[Start of section]

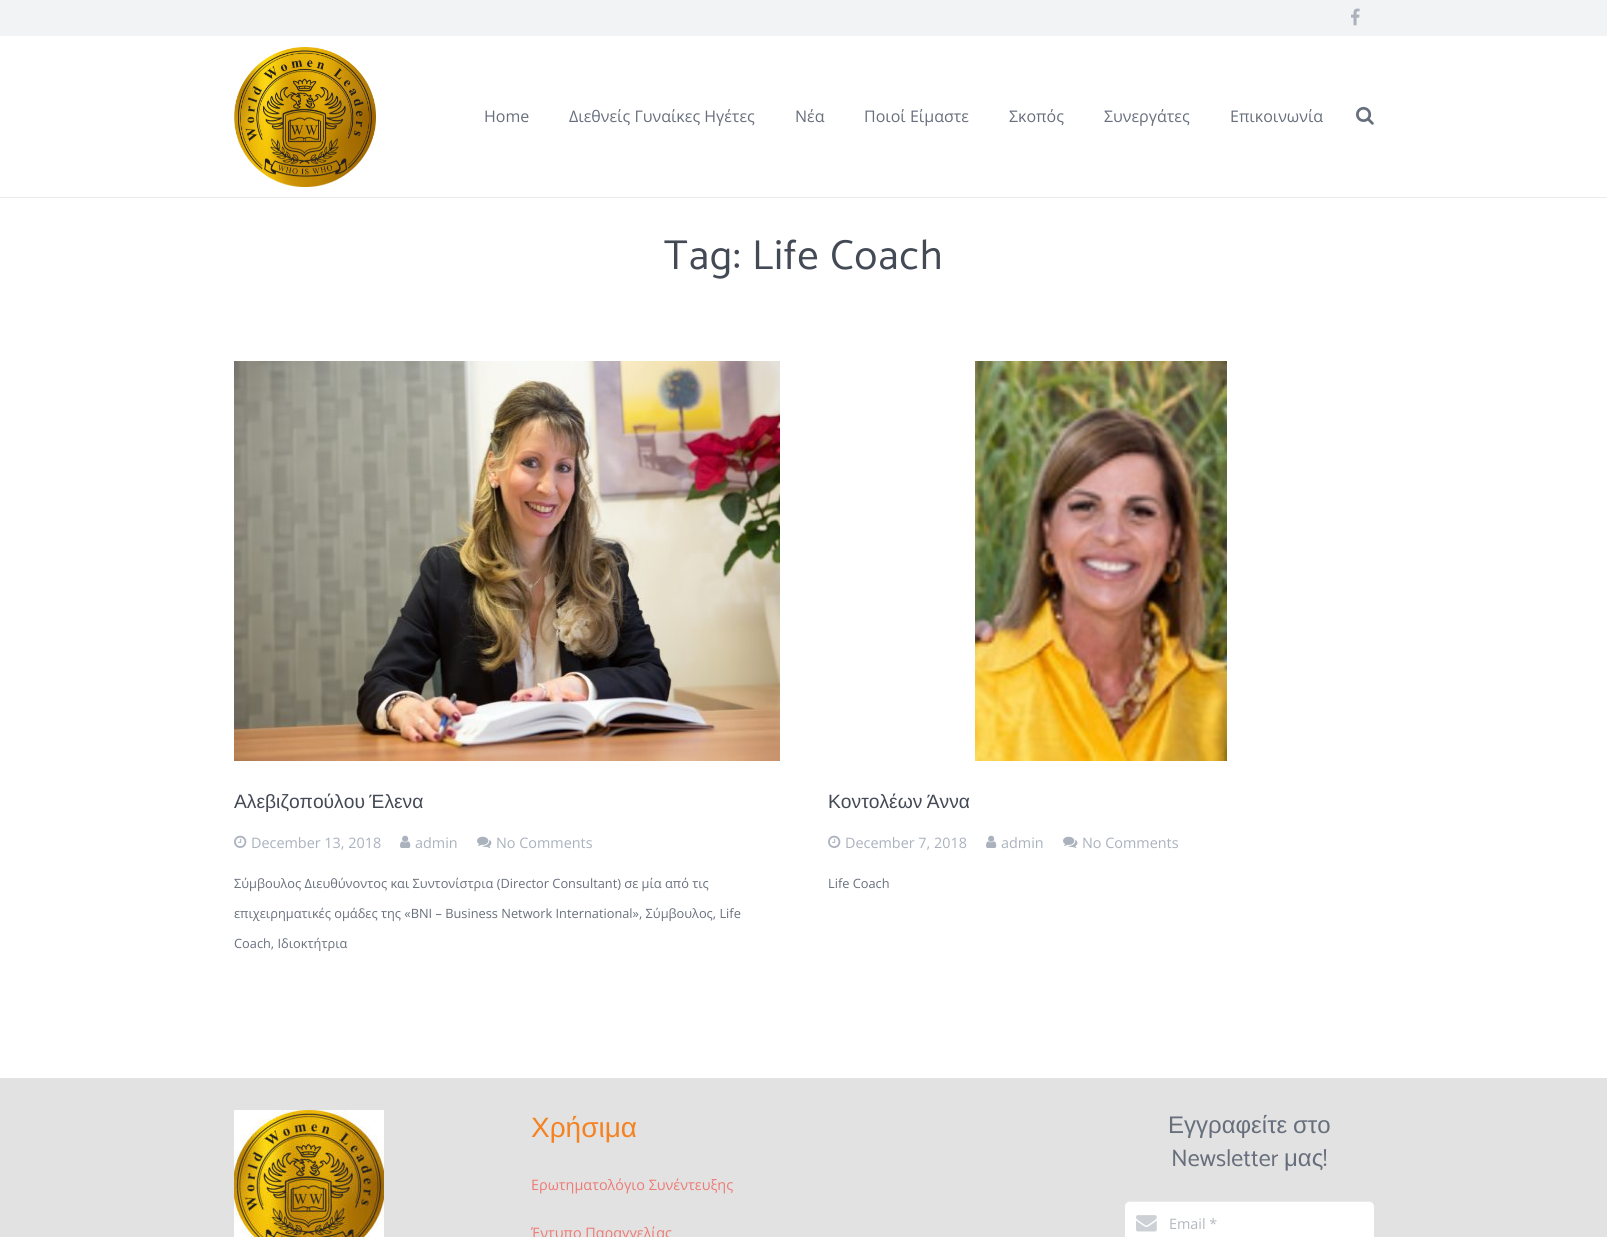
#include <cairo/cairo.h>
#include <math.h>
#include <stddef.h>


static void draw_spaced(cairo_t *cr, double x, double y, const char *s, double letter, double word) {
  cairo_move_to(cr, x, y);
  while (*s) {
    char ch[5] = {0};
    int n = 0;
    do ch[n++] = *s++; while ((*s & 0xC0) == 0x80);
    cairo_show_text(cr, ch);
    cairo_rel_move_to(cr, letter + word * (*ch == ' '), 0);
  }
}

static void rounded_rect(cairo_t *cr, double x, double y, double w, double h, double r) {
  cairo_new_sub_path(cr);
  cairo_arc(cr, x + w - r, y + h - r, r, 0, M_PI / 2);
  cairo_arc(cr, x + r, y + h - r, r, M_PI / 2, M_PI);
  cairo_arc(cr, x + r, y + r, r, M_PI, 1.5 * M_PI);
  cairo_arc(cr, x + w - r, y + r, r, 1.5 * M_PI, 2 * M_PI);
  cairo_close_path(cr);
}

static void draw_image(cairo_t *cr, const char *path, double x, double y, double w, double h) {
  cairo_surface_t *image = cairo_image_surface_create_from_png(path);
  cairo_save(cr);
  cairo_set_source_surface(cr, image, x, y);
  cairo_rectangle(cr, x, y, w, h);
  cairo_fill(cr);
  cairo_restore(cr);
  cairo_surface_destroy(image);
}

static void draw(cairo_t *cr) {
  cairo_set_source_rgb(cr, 1, 1, 1);
  cairo_paint(cr);
  cairo_set_source_rgb(cr, 242 / 255.0, 243 / 255.0, 245 / 255.0);
  cairo_rectangle(cr, 0, 0, 1607, 36);
  cairo_fill(cr);
  draw_image(cr, "images/1.png", 1351, 8, 9, 18);
  cairo_set_source_rgb(cr, 235 / 255.0, 235 / 255.0, 235 / 255.0);
  cairo_rectangle(cr, 0, 197, 1607, 1);
  cairo_fill(cr);
  draw_image(cr, "images/2.png", 234, 47, 142, 140);
  draw_image(cr, "images/3.png", 1356, 106, 18, 19);
  draw_image(cr, "images/4.png", 234, 361, 546, 400);
  draw_image(cr, "images/5.png", 234, 835, 13, 13);
  draw_image(cr, "images/6.png", 400, 835, 11, 13);
  draw_image(cr, "images/7.png", 477, 836, 15, 12);
  draw_image(cr, "images/8.png", 975, 361, 252, 400);
  draw_image(cr, "images/5.png", 828, 835, 13, 13);
  draw_image(cr, "images/6.png", 986, 835, 11, 13);
  draw_image(cr, "images/7.png", 1063, 836, 15, 12);
  cairo_set_source_rgb(cr, 226 / 255.0, 226 / 255.0, 226 / 255.0);
  cairo_rectangle(cr, 0, 1078, 1607, 159);
  cairo_fill(cr);
  draw_image(cr, "images/9.png", 234, 1110, 150, 127);
  cairo_set_source_rgb(cr, 1, 1, 1);
  rounded_rect(cr, 1125, 1201, 249, 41, 5);
  cairo_fill(cr);
  draw_image(cr, "images/10.png", 1136, 1215, 21, 17);
  cairo_set_source_rgba(cr, 0, 0, 0, 0.08);
  cairo_new_path(cr);
  cairo_move_to(cr, 1130, 1202);
  cairo_line_to(cr, 1369, 1202);
  cairo_curve_to(cr, 1372, 1202, 1374, 1204, 1374, 1207);
  cairo_line_to(cr, 1374, 1206);
  cairo_curve_to(cr, 1374, 1203, 1372, 1201, 1369, 1201);
  cairo_line_to(cr, 1130, 1201);
  cairo_curve_to(cr, 1127, 1201, 1125, 1203, 1125, 1206);
  cairo_line_to(cr, 1125, 1207);
  cairo_curve_to(cr, 1125, 1204, 1127, 1202, 1130, 1202);
  cairo_close_path(cr);
  cairo_fill(cr);
  cairo_select_font_face(cr, "Open Sans", CAIRO_FONT_SLANT_NORMAL, CAIRO_FONT_WEIGHT_NORMAL);
  cairo_set_font_size(cr, 16);
  cairo_set_source_rgb(cr, 103 / 255.0, 111 / 255.0, 124 / 255.0);
  cairo_move_to(cr, 484, 122);
  cairo_show_text(cr, "Home");
  cairo_move_to(cr, 569, 122);
  cairo_show_text(cr, "Διεθνείς Γυναίκες Ηγέτες");
  cairo_move_to(cr, 795, 122);
  cairo_show_text(cr, "Νέα");
  cairo_move_to(cr, 864, 122);
  cairo_show_text(cr, "Ποιοί Είμαστε");
  cairo_move_to(cr, 1009, 122);
  cairo_show_text(cr, "Σκοπός");
  cairo_move_to(cr, 1104, 122);
  cairo_show_text(cr, "Συνεργάτες");
  cairo_move_to(cr, 1230, 122);
  cairo_show_text(cr, "Επικοινωνία");
  cairo_select_font_face(cr, "Catamaran", CAIRO_FONT_SLANT_NORMAL, CAIRO_FONT_WEIGHT_NORMAL);
  cairo_set_font_size(cr, 42);
  cairo_set_source_rgb(cr, 67 / 255.0, 73 / 255.0, 85 / 255.0);
  draw_spaced(cr, 664, 269, "Tag: Life Coach", 1, 0);
  cairo_select_font_face(cr, "Liberation Sans", CAIRO_FONT_SLANT_NORMAL, CAIRO_FONT_WEIGHT_NORMAL);
  cairo_set_font_size(cr, 19.25);
  draw_spaced(cr, 234, 808, "Αλεβιζοπούλου Έλενα", 0, -1);
  cairo_select_font_face(cr, "Open Sans", CAIRO_FONT_SLANT_NORMAL, CAIRO_FONT_WEIGHT_NORMAL);
  cairo_set_font_size(cr, 14.4);
  cairo_set_source_rgb(cr, 170 / 255.0, 178 / 255.0, 189 / 255.0);
  cairo_move_to(cr, 251, 848);
  cairo_show_text(cr, "December 13, 2018");
  cairo_move_to(cr, 415, 848);
  cairo_show_text(cr, "admin");
  cairo_move_to(cr, 496, 848);
  cairo_show_text(cr, "No Comments");
  cairo_set_font_size(cr, 12.8);
  cairo_set_source_rgb(cr, 103 / 255.0, 111 / 255.0, 124 / 255.0);
  cairo_move_to(cr, 234, 888);
  cairo_show_text(cr, "Σύμβουλος Διευθύνοντος και Συντονίστρια (Director Consultant) σε μία από τις");
  cairo_move_to(cr, 234, 918);
  cairo_show_text(cr, "επιχειρηματικές ομάδες της «ΒΝΙ – Business Network International», Σύμβουλος, Life");
  cairo_move_to(cr, 234, 948);
  cairo_show_text(cr, "Coach, Ιδιοκτήτρια");
  cairo_select_font_face(cr, "Liberation Sans", CAIRO_FONT_SLANT_NORMAL, CAIRO_FONT_WEIGHT_NORMAL);
  cairo_set_font_size(cr, 19.25);
  cairo_set_source_rgb(cr, 67 / 255.0, 73 / 255.0, 85 / 255.0);
  draw_spaced(cr, 828, 808, "Κοντολέων Άννα", 0, -1);
  cairo_select_font_face(cr, "Open Sans", CAIRO_FONT_SLANT_NORMAL, CAIRO_FONT_WEIGHT_NORMAL);
  cairo_set_font_size(cr, 14.4);
  cairo_set_source_rgb(cr, 170 / 255.0, 178 / 255.0, 189 / 255.0);
  cairo_move_to(cr, 845, 848);
  cairo_show_text(cr, "December 7, 2018");
  cairo_move_to(cr, 1001, 848);
  cairo_show_text(cr, "admin");
  cairo_move_to(cr, 1082, 848);
  cairo_show_text(cr, "No Comments");
  cairo_set_font_size(cr, 12.8);
  cairo_set_source_rgb(cr, 103 / 255.0, 111 / 255.0, 124 / 255.0);
  cairo_move_to(cr, 828, 888);
  cairo_show_text(cr, "Life Coach");
  cairo_select_font_face(cr, "Liberation Sans", CAIRO_FONT_SLANT_NORMAL, CAIRO_FONT_WEIGHT_NORMAL);
  cairo_set_font_size(cr, 28);
  cairo_set_source_rgb(cr, 245 / 255.0, 130 / 255.0, 32 / 255.0);
  cairo_move_to(cr, 531, 1137);
  cairo_show_text(cr, "Χρήσιμα");
  cairo_select_font_face(cr, "Open Sans", CAIRO_FONT_SLANT_NORMAL, CAIRO_FONT_WEIGHT_NORMAL);
  cairo_set_font_size(cr, 14.4);
  cairo_set_source_rgb(cr, 237 / 255.0, 122 / 255.0, 116 / 255.0);
  cairo_move_to(cr, 531, 1190);
  cairo_show_text(cr, "Ερωτηματολόγιο Συνέντευξης");
  cairo_move_to(cr, 531, 1238);
  cairo_show_text(cr, "Έντυπο Παραγγελίας");
  cairo_select_font_face(cr, "Liberation Sans", CAIRO_FONT_SLANT_NORMAL, CAIRO_FONT_WEIGHT_NORMAL);
  cairo_set_font_size(cr, 24);
  cairo_set_source_rgb(cr, 103 / 255.0, 111 / 255.0, 124 / 255.0);
  draw_spaced(cr, 1168, 1133, "Εγγραφείτε στο", 0, -1);
  cairo_select_font_face(cr, "Catamaran", CAIRO_FONT_SLANT_NORMAL, CAIRO_FONT_WEIGHT_NORMAL);
  cairo_move_to(cr, 1171, 1166);
  cairo_show_text(cr, "Newsletter");
  cairo_select_font_face(cr, "Liberation Sans", CAIRO_FONT_SLANT_NORMAL, CAIRO_FONT_WEIGHT_NORMAL);
  cairo_move_to(cr, 1284, 1166);
  cairo_show_text(cr, "μας");
  cairo_select_font_face(cr, "Catamaran", CAIRO_FONT_SLANT_NORMAL, CAIRO_FONT_WEIGHT_NORMAL);
  cairo_move_to(cr, 1323, 1166);
  cairo_show_text(cr, "!");
  cairo_select_font_face(cr, "Open Sans", CAIRO_FONT_SLANT_NORMAL, CAIRO_FONT_WEIGHT_NORMAL);
  cairo_set_font_size(cr, 14.4);
  cairo_set_source_rgb(cr, 179 / 255.0, 183 / 255.0, 190 / 255.0);
  cairo_move_to(cr, 1169, 1229);
  cairo_show_text(cr, "Email *");
}

int main(void) {
  cairo_surface_t *surface = cairo_image_surface_create(CAIRO_FORMAT_RGB24, 1607, 1237);
  cairo_t *cr = cairo_create(surface);
  cairo_font_options_t *options = cairo_font_options_create();
  cairo_font_options_set_hint_metrics(options, CAIRO_HINT_METRICS_OFF);
  cairo_font_options_set_hint_style(options, CAIRO_HINT_STYLE_NONE);
  cairo_set_font_options(cr, options);
  cairo_set_miter_limit(cr, 4);
  draw(cr);
  cairo_surface_write_to_png(surface, "out.png");
  cairo_font_options_destroy(options);
  cairo_destroy(cr);
  cairo_surface_destroy(surface);
  return 0;
}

[End of section]

From the entries above, extract only the lines running from the one containing "cairo_arc(cr, x + w - r, y + r, r, 1.5" through the one containing "static void draw(cairo_t", inclusive.

  cairo_arc(cr, x + w - r, y + r, r, 1.5 * M_PI, 2 * M_PI);
  cairo_close_path(cr);
}

static void draw_image(cairo_t *cr, const char *path, double x, double y, double w, double h) {
  cairo_surface_t *image = cairo_image_surface_create_from_png(path);
  cairo_save(cr);
  cairo_set_source_surface(cr, image, x, y);
  cairo_rectangle(cr, x, y, w, h);
  cairo_fill(cr);
  cairo_restore(cr);
  cairo_surface_destroy(image);
}

static void draw(cairo_t *cr) {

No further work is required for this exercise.